Pentoxifylline in severe sepsis: a double-blind, randomized placebo-controlled study
© Current Science Ltd 1998
Published: 1 March 1998
Pentoxifylline (POF) inhibits macrophage production of tumor necrosis factor alpha (TNF) as a central mediator in sepsis. To evaluate the therapeutic effect of POF in patients with sepsis a prospective, double-blind, placebo-controlled study in two centers (Lübeck, Kiel) was performed. 51 patients were included and randomized to receive POF continuously (1 mg/kg bw/h i.v.) or saline solution as placebo over 28 days maximally or until patients were discharged from ICU or died.

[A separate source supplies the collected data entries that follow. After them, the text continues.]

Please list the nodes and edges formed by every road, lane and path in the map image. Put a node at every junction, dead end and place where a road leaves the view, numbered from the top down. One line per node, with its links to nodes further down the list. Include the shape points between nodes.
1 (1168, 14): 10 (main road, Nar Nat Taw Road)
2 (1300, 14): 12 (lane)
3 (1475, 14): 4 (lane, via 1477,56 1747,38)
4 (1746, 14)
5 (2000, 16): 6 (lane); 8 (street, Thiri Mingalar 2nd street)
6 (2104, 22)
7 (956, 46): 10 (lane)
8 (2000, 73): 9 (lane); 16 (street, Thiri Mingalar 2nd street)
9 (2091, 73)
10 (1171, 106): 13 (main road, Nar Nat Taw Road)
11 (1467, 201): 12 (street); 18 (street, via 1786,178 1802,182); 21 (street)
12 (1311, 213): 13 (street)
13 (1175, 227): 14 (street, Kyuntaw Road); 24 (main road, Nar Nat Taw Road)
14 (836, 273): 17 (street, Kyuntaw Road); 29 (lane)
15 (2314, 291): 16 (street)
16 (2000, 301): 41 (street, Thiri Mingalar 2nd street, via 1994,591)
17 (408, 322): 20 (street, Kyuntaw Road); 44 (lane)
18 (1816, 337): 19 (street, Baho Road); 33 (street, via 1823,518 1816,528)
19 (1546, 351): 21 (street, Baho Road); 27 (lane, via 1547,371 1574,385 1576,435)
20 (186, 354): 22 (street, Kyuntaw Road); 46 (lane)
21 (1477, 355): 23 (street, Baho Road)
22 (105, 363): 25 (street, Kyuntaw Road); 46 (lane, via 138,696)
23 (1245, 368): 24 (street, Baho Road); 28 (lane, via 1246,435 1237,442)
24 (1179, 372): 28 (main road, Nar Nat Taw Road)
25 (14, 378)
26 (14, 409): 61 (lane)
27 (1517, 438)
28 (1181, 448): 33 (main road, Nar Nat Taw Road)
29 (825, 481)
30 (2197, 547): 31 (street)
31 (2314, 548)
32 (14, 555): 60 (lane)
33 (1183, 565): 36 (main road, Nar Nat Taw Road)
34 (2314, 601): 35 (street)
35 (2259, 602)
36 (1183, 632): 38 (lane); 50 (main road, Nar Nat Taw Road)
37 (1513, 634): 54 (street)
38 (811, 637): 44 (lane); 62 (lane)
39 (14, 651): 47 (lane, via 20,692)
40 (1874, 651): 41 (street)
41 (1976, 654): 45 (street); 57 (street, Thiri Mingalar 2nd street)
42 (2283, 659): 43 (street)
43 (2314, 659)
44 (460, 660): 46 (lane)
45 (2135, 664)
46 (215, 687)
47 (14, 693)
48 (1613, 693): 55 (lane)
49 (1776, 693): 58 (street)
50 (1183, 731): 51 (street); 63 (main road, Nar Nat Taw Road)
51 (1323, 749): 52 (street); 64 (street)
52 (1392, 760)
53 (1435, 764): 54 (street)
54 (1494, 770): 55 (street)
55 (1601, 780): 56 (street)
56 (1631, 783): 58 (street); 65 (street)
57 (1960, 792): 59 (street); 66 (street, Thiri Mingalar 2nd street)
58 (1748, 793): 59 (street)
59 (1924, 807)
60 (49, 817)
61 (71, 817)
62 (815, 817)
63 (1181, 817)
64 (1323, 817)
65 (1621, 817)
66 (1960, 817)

Bioactivity of TNF and interleukin (IL)-6, MOF-score according to Goris as well as organ function were determined at diagnosis, daily from day 1 to 7, on day 10, 14, 17, 21, 24 and 28 after diagnosis of sepsis. There were no differences in patients characteristics at diagnosis concerning APACHE II score [17 ± 4 (mean ± SD)] for POF and 18 ± 5 points for placebo), MOF-score (10.5 vs 10.7) or organ function. At study entrance 23 of 27 patients in the POF-group and 21/24 in the placebo-group had septic shock. No adverse effects of POF-treatment were observed. The 28 day mortality rate was 30% (8/27) in POF treated patients and 33% (8/24) in the control group. Hospital mortality was 41% (11/27) and 54% (13/24). Serum concentrations of TNF and IL-6 were not significantly different throughout the evaluation. MOF-score was lower in POF treated patients after day 4 compared to placebo treated patients which reached significant differences on day 14 and 21 (P < 0.05, unpaired t-test). PaO2/FioO2-ratio was significantly improved in POF treated patients from day 10 (266 ± 132) to day 21 (346 ± 142) compared to the placebo group (201 ± 161 vs 221 ± 112, P < 0.05 and P < 0.01 on day 14 and 17). Pressure-adjusted heart rate (HR×CVP/MAP) was significantly improved from day 6 to day 10 (P < 0.05) in patients treated with POF compared to the control group. A multi-center trial is needed to evaluate the efficacy in improving organ function and outcome in severe sepsis.